Global budgets, on the other hand, cut through the unfathomable complexity by replacing per-patient billing with lump-sum payments that would be disbursed to hospitals based on what their operating costs were the previous year. That means hospitals will no longer have to waste time fighting over each patient’s payment. It will also be easier to identify where public dollars are going, so the money is spent on services that produce healthy outcomes.

El-Sayed and Johnson also remind us that Medicare or All would give a boost to health care workers looking to unionize, since hospitals would be prohibited from using public money to bankroll union-busting campaigns. The very groups that have linked rights in the workplace with the right to health of their patients have been nurses and health care unions, most notably National Nurses United.

For all their power and influence, hospitals are extremely vulnerable, since the interests of patients and health care workers are often aligned. Connecting those common interests is the key to winning Medicare for All. Medicare for All advocates should use this fact under coronavirus to mobilize community support around health care workers at their local hospitals.

“The battle for public opinion is not just a contest of ideas,” the authors remind us. “It’s also a contest of power, with supporters and opponents deploying all the resources at their disposal to get their message in front of people and change hearts and minds.”

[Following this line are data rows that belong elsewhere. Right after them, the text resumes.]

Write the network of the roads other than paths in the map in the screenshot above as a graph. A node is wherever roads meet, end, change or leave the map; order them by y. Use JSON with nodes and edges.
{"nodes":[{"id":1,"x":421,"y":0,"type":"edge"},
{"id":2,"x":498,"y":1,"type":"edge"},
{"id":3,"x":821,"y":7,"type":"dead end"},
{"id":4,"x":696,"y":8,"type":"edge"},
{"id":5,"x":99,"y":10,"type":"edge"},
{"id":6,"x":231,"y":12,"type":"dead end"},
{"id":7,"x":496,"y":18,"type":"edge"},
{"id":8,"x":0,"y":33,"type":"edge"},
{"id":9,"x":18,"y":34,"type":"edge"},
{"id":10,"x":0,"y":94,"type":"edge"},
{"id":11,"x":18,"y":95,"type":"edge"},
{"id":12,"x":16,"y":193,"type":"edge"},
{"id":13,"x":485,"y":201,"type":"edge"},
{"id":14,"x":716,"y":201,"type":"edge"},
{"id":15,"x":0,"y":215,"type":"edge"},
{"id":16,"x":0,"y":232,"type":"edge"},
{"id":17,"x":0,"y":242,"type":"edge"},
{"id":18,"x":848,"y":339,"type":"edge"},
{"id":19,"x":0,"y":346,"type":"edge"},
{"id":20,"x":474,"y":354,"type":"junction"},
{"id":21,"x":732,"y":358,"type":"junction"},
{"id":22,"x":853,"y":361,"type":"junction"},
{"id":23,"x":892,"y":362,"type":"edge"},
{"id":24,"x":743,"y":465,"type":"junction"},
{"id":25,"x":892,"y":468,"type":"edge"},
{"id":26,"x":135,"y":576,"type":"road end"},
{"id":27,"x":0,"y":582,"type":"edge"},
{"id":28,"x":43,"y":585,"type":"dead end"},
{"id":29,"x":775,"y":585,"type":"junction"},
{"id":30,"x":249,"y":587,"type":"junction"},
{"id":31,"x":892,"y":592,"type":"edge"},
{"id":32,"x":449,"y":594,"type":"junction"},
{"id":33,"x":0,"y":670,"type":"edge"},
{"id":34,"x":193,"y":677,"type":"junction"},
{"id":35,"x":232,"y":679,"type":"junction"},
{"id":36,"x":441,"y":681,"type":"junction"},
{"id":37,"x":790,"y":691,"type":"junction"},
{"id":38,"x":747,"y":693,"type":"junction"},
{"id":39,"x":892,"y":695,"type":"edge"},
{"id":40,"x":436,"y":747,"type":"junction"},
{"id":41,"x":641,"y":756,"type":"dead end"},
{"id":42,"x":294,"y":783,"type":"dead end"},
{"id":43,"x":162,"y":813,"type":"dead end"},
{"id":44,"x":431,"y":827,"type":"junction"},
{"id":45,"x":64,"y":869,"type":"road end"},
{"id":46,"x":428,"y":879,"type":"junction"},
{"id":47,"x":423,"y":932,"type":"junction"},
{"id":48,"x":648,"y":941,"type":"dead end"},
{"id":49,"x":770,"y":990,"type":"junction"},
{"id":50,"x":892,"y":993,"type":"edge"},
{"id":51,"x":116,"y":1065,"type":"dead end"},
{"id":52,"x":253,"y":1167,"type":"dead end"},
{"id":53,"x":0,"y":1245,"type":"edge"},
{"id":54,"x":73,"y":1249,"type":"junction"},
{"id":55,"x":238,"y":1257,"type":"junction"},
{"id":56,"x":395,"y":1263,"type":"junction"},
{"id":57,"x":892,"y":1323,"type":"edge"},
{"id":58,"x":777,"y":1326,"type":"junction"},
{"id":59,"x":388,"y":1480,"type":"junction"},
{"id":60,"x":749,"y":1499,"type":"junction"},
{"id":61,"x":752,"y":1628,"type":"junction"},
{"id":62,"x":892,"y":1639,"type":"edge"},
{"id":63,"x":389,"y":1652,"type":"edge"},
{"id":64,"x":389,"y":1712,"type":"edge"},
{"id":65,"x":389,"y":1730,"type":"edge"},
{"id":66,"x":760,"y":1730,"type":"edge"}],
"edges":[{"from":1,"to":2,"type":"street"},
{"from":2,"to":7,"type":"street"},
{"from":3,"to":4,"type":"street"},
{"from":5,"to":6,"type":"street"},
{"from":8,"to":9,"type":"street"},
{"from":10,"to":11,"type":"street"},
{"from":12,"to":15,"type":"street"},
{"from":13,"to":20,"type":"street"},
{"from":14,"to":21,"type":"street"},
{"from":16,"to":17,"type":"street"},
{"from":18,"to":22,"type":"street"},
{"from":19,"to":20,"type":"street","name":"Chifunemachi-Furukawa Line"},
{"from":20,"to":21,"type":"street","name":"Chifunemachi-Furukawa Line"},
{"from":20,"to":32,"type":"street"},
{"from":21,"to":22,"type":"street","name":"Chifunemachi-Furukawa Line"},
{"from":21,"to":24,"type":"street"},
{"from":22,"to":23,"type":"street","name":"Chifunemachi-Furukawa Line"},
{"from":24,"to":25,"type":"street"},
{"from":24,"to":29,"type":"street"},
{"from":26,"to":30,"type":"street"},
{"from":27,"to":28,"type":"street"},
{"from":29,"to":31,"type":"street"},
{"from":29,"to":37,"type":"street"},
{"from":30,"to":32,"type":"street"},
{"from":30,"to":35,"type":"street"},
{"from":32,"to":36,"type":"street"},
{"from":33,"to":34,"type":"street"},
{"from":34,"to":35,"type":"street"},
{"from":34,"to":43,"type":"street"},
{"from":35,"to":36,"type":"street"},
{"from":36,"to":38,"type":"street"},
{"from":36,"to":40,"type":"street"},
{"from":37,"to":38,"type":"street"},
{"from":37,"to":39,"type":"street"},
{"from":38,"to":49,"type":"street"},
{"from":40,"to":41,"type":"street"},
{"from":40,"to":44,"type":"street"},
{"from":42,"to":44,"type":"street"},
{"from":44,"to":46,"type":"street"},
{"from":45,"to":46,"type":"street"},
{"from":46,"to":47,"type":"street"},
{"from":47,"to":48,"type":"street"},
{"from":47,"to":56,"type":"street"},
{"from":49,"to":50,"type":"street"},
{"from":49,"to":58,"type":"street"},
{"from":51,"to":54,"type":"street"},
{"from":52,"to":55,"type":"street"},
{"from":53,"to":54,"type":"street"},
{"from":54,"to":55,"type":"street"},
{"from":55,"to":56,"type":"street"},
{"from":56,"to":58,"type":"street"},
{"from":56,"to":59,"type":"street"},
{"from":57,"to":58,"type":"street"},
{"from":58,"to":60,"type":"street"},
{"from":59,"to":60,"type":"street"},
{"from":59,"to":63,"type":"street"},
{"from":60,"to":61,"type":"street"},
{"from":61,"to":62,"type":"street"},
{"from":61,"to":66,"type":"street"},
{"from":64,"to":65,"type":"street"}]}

While El-Sayed’s unsuccessful 2018 Michigan gubernatorial campaign is never mentioned in Medicare for All, the experience clearly gave him insight into how corporate interests use their money and influence to change the conversation around health reform in their favor. Before becoming a prominent spokesperson for national health insurance, El-Sayed championed a state-based single-payer plan dubbed “MichCare” during his campaign. Like Medicare for All, MichCare also called for the expansion of health coverage to every Michigander under age sixty-five through a single, publicly funded program. Dr Micah Johnson, El-Sayed’s Medicare for All coauthor, was one of the principal architects behind MichCare.

Establishment Democrats who refused to support health care reform beyond protecting and strengthening the Affordable Care Act stood in sharp contrast to El-Sayed. The young physician endeared himself to progressives by daring to speak out against Democratic primary rival Gretchen Whitmer’s close personal and financial ties with Blue Cross Blue Shield of Michigan, including a fundraiser to boost her campaign. Not surprisingly, Whitmer dodged El-Sayed’s attempts to put single payer at the forefront of the debate and cast doubt on MichCare as an unrealistic policy proposal. Despite winning the endorsement of Sanders and Rep. Alexandria Ocasio-Cortez, El-Sayed’s antiestablishment insurgency proved no match against the powerful forces united against him.

El-Sayed’s struggle to rally public support for MichCare, like numerous other attempts to pass comprehensive health reform in the United States, proved once again that the obvious merits of single-payer policy will not be enough to win Medicare for All.

“What would it take to strengthen the consensus on M4A and build the political will for reform?” ask El-Sayed and Johnson. “There is only one foreseeable possibility: a popular national movement pushing for M4A. Quite simply, there is no other force strong enough to overcome the partisan attacks and the deep-pocketed opposition from industry.”

The difficult work of building political power in support of Medicare for All will continue to rest on supporters’ ability to effectively communicate the inordinate ways that Medicare for All directly addresses people’s material needs, with the goal of inspiring more people to join such a movement. If organizers incorporate Medicare for All: A Citizen’s Guide’s insights to guide their actions, they might yet achieve single payer in the United States in our lifetime.